Please copy all of the data that follows exactly, leaving any pictures out.

━━━ DATA UNDER STUDY ━━━

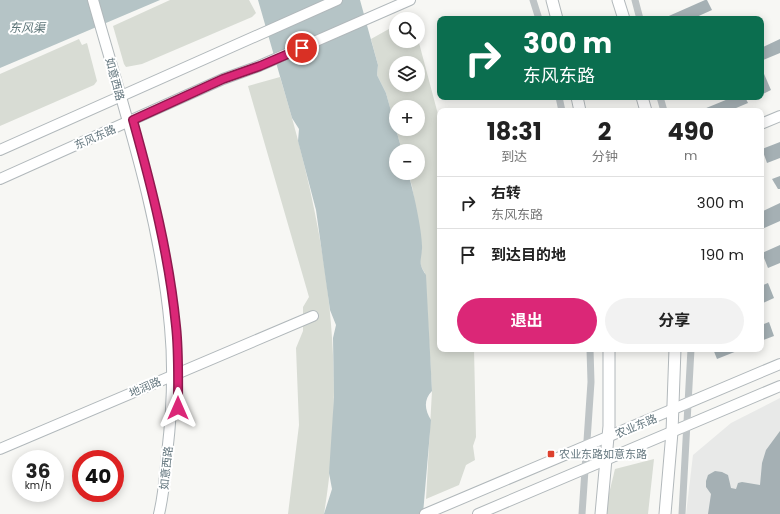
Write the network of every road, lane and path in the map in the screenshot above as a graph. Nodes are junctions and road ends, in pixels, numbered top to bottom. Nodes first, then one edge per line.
1 (93, 0) edge
2 (100, 0) edge
3 (337, 0) edge
4 (410, 0) edge
5 (533, 0) edge
6 (552, 0) edge
7 (618, 0) edge
8 (635, 0) edge
9 (538, 16) edge
10 (556, 16) edge
11 (623, 16) edge
12 (639, 16) edge
13 (106, 34) junction
14 (123, 95) junction
15 (780, 116) edge
16 (130, 121) junction
17 (764, 123) edge
18 (0, 150) edge
19 (0, 179) edge
20 (313, 316) dead end
21 (590, 352) edge
22 (609, 352) edge
23 (675, 352) edge
24 (691, 352) edge
25 (780, 364) edge
26 (175, 375) junction
27 (780, 386) edge
28 (689, 403) junction
29 (674, 410) junction
30 (687, 426) junction
31 (672, 432) junction
32 (608, 438) junction
33 (587, 446) junction
34 (0, 449) edge
35 (606, 460) junction
36 (586, 469) junction
37 (159, 514) edge
38 (166, 514) edge
39 (425, 514) edge
40 (478, 514) edge
41 (582, 514) edge
42 (601, 514) edge
43 (664, 514) edge
44 (682, 514) edge

1 - 13 main road, 如意西路
2 - 13 main road, 如意西路
3 - 14 main road
4 - 16 main road, 东风东路
5 - 9 street
6 - 10 main road
7 - 11 main road
8 - 12 street
13 - 14 main road, 如意西路
14 - 16 main road, 如意西路
14 - 18 main road
15 - 17 main road
16 - 19 main road, 东风东路
16 - 26 main road, 如意西路
20 - 26 main road, 地润路
21 - 33 street
22 - 32 main road
23 - 29 main road
24 - 28 street
25 - 28 main road, 农业东路
26 - 34 main road, 地润路
26 - 37 main road, 如意西路
26 - 38 main road, 如意西路
27 - 30 main road, 农业东路
28 - 29 main road, 农业东路
28 - 30 street
29 - 31 main road
29 - 32 main road, 农业东路
30 - 31 main road, 农业东路
30 - 44 street
31 - 35 main road, 农业东路
31 - 43 main road
32 - 33 main road, 农业东路
32 - 35 main road
33 - 36 street
33 - 39 main road, 农业东路
35 - 36 main road, 农业东路
35 - 42 main road
36 - 40 main road, 农业东路
36 - 41 street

━━━

*ANSWER TO THIS TASK*:
Write the network of every road, lane and path in the map in the screenshot above as a graph. Nodes are junctions and road ends, in pixels, numbered top to bottom. Nodes first, then one edge per line.
1 (93, 0) edge
2 (100, 0) edge
3 (337, 0) edge
4 (410, 0) edge
5 (533, 0) edge
6 (552, 0) edge
7 (618, 0) edge
8 (635, 0) edge
9 (538, 16) edge
10 (556, 16) edge
11 (623, 16) edge
12 (639, 16) edge
13 (106, 34) junction
14 (123, 95) junction
15 (780, 116) edge
16 (130, 121) junction
17 (764, 123) edge
18 (0, 150) edge
19 (0, 179) edge
20 (313, 316) dead end
21 (590, 352) edge
22 (609, 352) edge
23 (675, 352) edge
24 (691, 352) edge
25 (780, 364) edge
26 (175, 375) junction
27 (780, 386) edge
28 (689, 403) junction
29 (674, 410) junction
30 (687, 426) junction
31 (672, 432) junction
32 (608, 438) junction
33 (587, 446) junction
34 (0, 449) edge
35 (606, 460) junction
36 (586, 469) junction
37 (159, 514) edge
38 (166, 514) edge
39 (425, 514) edge
40 (478, 514) edge
41 (582, 514) edge
42 (601, 514) edge
43 (664, 514) edge
44 (682, 514) edge

1 - 13 main road, 如意西路
2 - 13 main road, 如意西路
3 - 14 main road
4 - 16 main road, 东风东路
5 - 9 street
6 - 10 main road
7 - 11 main road
8 - 12 street
13 - 14 main road, 如意西路
14 - 16 main road, 如意西路
14 - 18 main road
15 - 17 main road
16 - 19 main road, 东风东路
16 - 26 main road, 如意西路
20 - 26 main road, 地润路
21 - 33 street
22 - 32 main road
23 - 29 main road
24 - 28 street
25 - 28 main road, 农业东路
26 - 34 main road, 地润路
26 - 37 main road, 如意西路
26 - 38 main road, 如意西路
27 - 30 main road, 农业东路
28 - 29 main road, 农业东路
28 - 30 street
29 - 31 main road
29 - 32 main road, 农业东路
30 - 31 main road, 农业东路
30 - 44 street
31 - 35 main road, 农业东路
31 - 43 main road
32 - 33 main road, 农业东路
32 - 35 main road
33 - 36 street
33 - 39 main road, 农业东路
35 - 36 main road, 农业东路
35 - 42 main road
36 - 40 main road, 农业东路
36 - 41 street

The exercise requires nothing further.